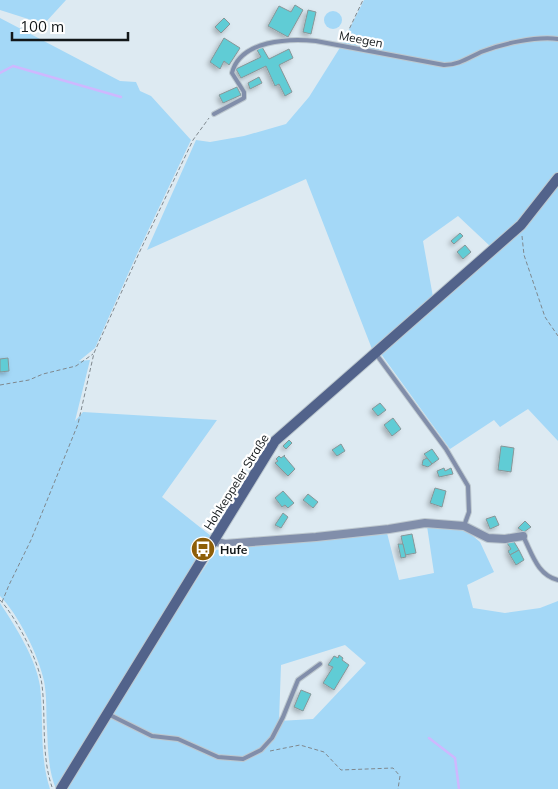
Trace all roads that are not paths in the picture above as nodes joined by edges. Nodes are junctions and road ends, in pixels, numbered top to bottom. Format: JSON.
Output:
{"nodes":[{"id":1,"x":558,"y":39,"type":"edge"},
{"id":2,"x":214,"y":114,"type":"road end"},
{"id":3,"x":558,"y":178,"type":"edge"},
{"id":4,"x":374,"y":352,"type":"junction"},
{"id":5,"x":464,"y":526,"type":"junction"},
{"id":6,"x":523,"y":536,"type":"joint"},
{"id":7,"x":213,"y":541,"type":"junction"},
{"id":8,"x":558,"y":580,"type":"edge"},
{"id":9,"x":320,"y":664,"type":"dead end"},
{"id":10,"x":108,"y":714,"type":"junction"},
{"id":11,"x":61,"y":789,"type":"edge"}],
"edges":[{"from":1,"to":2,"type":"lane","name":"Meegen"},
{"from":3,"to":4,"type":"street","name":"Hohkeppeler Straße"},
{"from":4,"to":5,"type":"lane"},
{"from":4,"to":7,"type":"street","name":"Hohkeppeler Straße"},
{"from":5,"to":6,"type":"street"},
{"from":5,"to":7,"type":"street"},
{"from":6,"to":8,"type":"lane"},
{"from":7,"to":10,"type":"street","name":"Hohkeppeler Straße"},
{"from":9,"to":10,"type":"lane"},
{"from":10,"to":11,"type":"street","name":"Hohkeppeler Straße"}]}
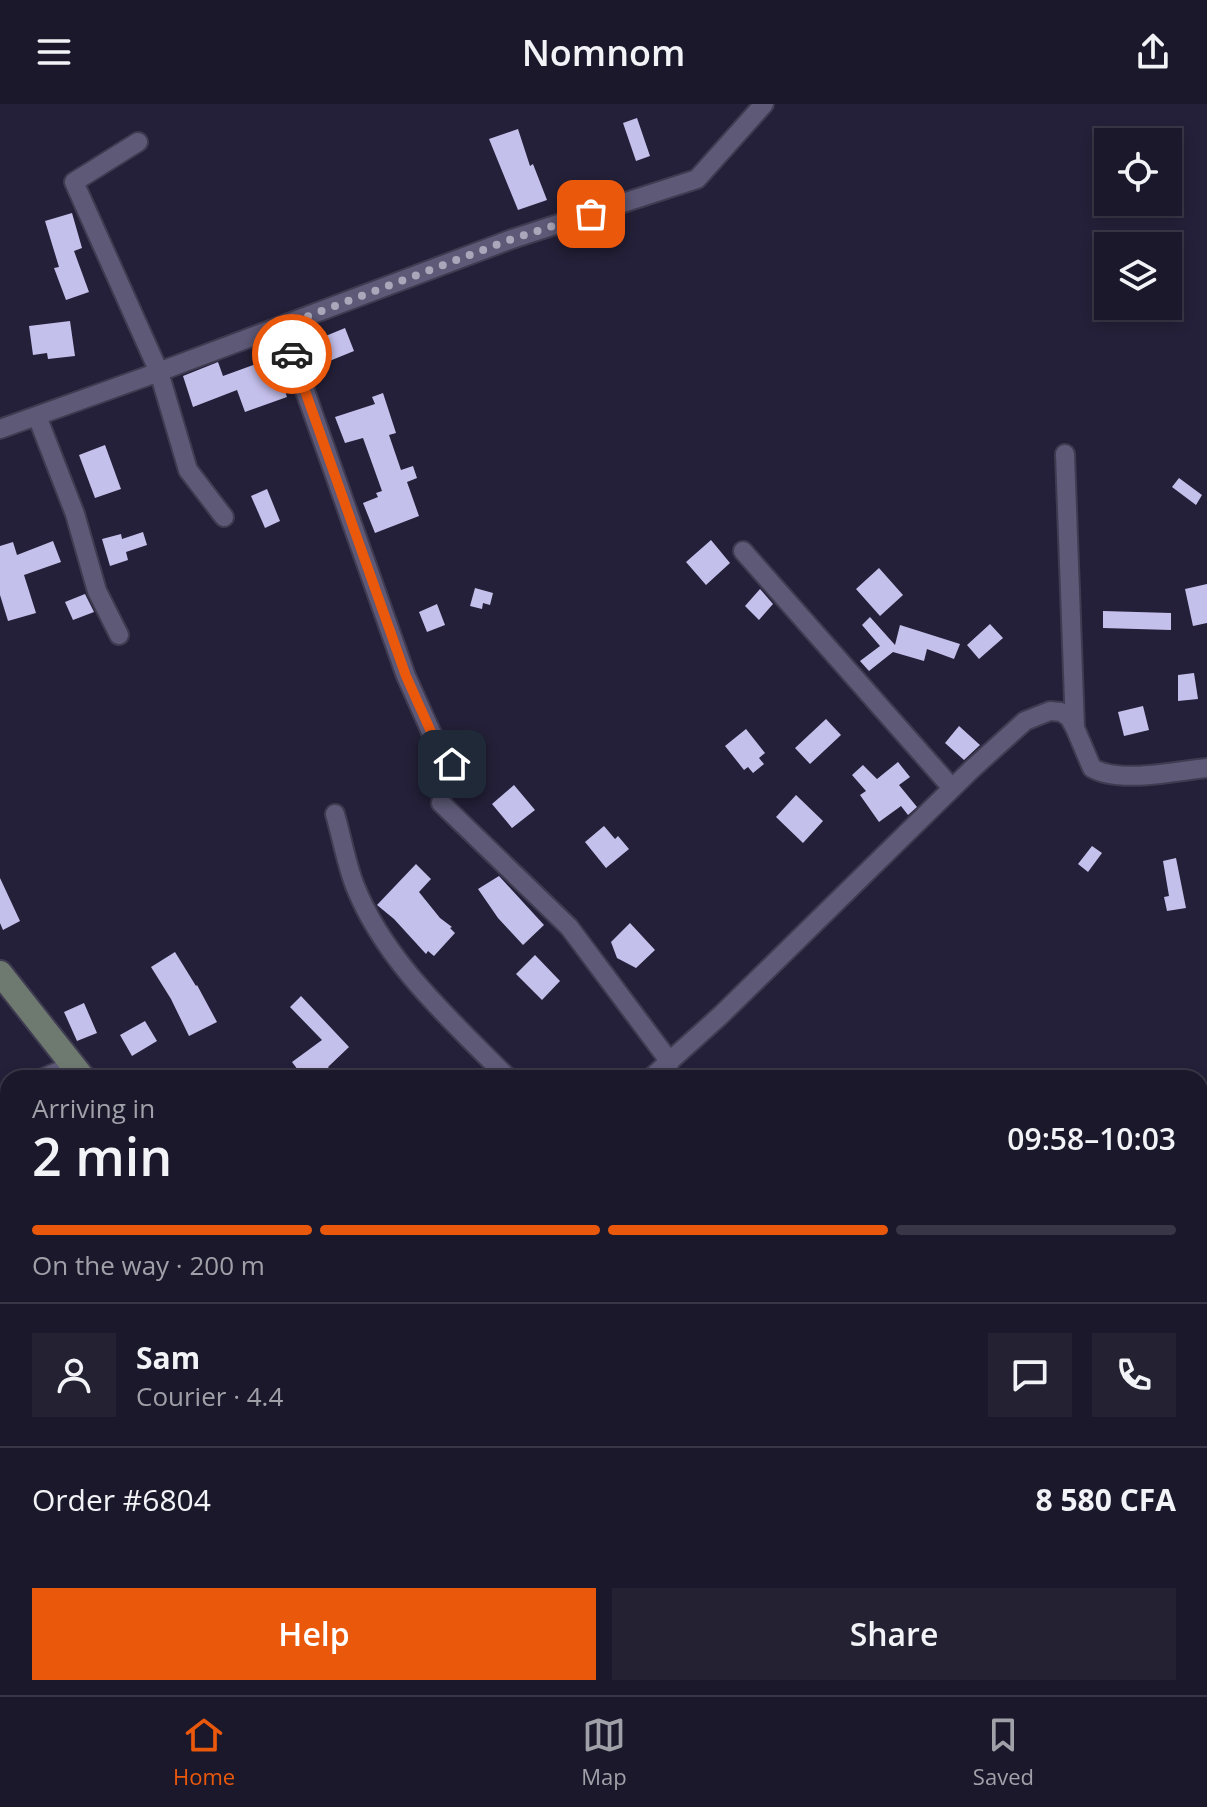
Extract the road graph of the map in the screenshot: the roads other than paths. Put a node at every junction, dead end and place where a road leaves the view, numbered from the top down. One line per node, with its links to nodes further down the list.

※

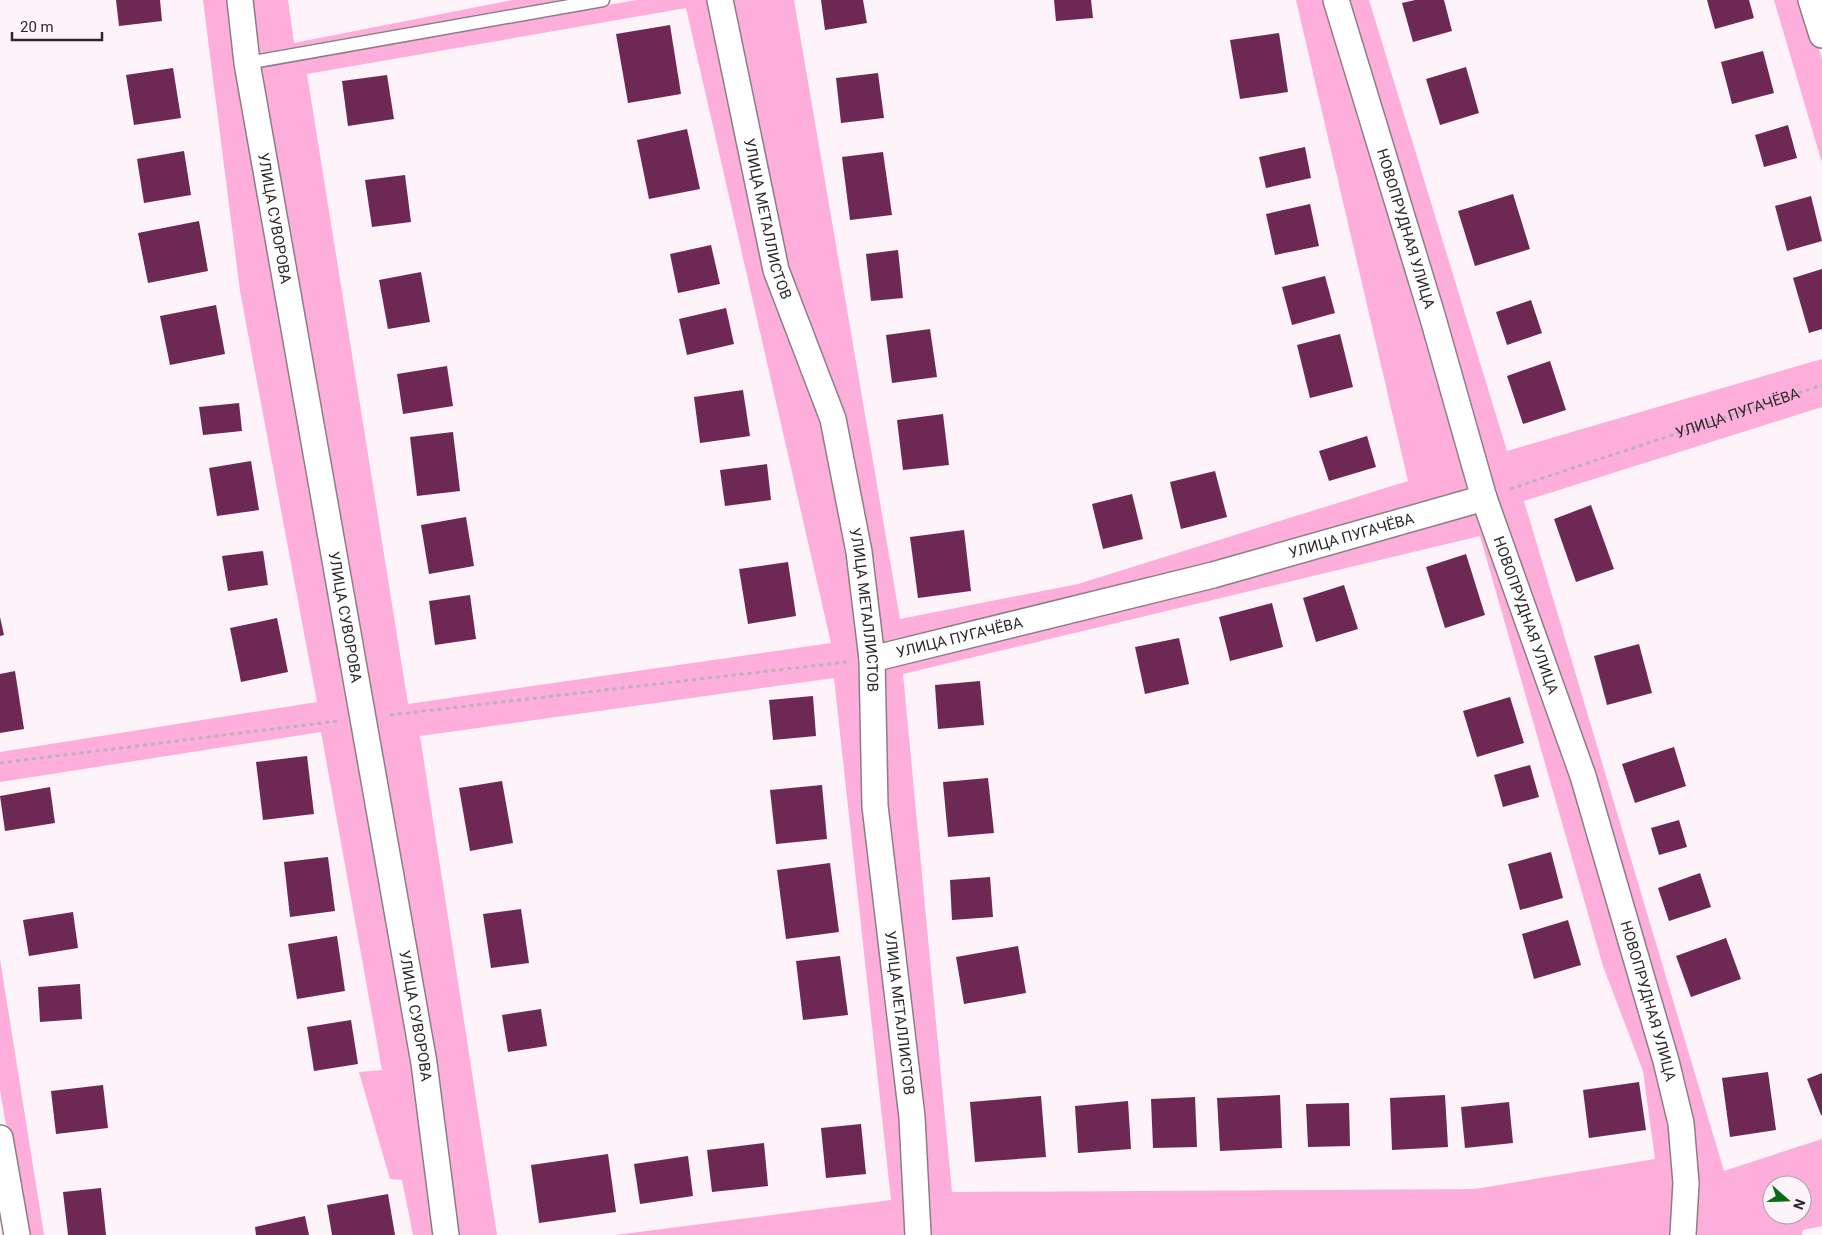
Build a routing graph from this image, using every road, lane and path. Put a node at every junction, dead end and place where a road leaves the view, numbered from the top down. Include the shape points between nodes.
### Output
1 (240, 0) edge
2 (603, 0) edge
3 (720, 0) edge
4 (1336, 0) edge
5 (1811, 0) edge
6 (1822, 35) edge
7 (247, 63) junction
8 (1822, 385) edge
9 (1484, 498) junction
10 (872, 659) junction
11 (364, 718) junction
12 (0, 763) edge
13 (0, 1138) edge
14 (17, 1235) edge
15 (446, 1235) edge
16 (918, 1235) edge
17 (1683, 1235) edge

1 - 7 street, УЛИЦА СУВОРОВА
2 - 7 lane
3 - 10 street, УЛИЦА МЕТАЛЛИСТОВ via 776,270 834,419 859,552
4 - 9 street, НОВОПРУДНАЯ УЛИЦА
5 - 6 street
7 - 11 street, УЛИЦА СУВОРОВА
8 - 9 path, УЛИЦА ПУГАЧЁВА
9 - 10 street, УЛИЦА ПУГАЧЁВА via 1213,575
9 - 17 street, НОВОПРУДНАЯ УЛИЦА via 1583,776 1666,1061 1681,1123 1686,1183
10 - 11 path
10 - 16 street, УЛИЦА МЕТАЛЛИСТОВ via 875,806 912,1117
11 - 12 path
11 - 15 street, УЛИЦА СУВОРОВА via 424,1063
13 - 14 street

※

*TASK PROMPT*.
Please show the lines in the entries above that hold the string "leaves".

*COMPLETED EXERCISE*.
Extract the road graph of the map in the screenshot: the roads other than paths. Put a node at every junction, dead end and place where a road leaves the view, numbered from the top down. One line per node, with its links to nodes further down the list.
Build a routing graph from this image, using every road, lane and path. Put a node at every junction, dead end and place where a road leaves the view, numbered from the top down. Include the shape points between nodes.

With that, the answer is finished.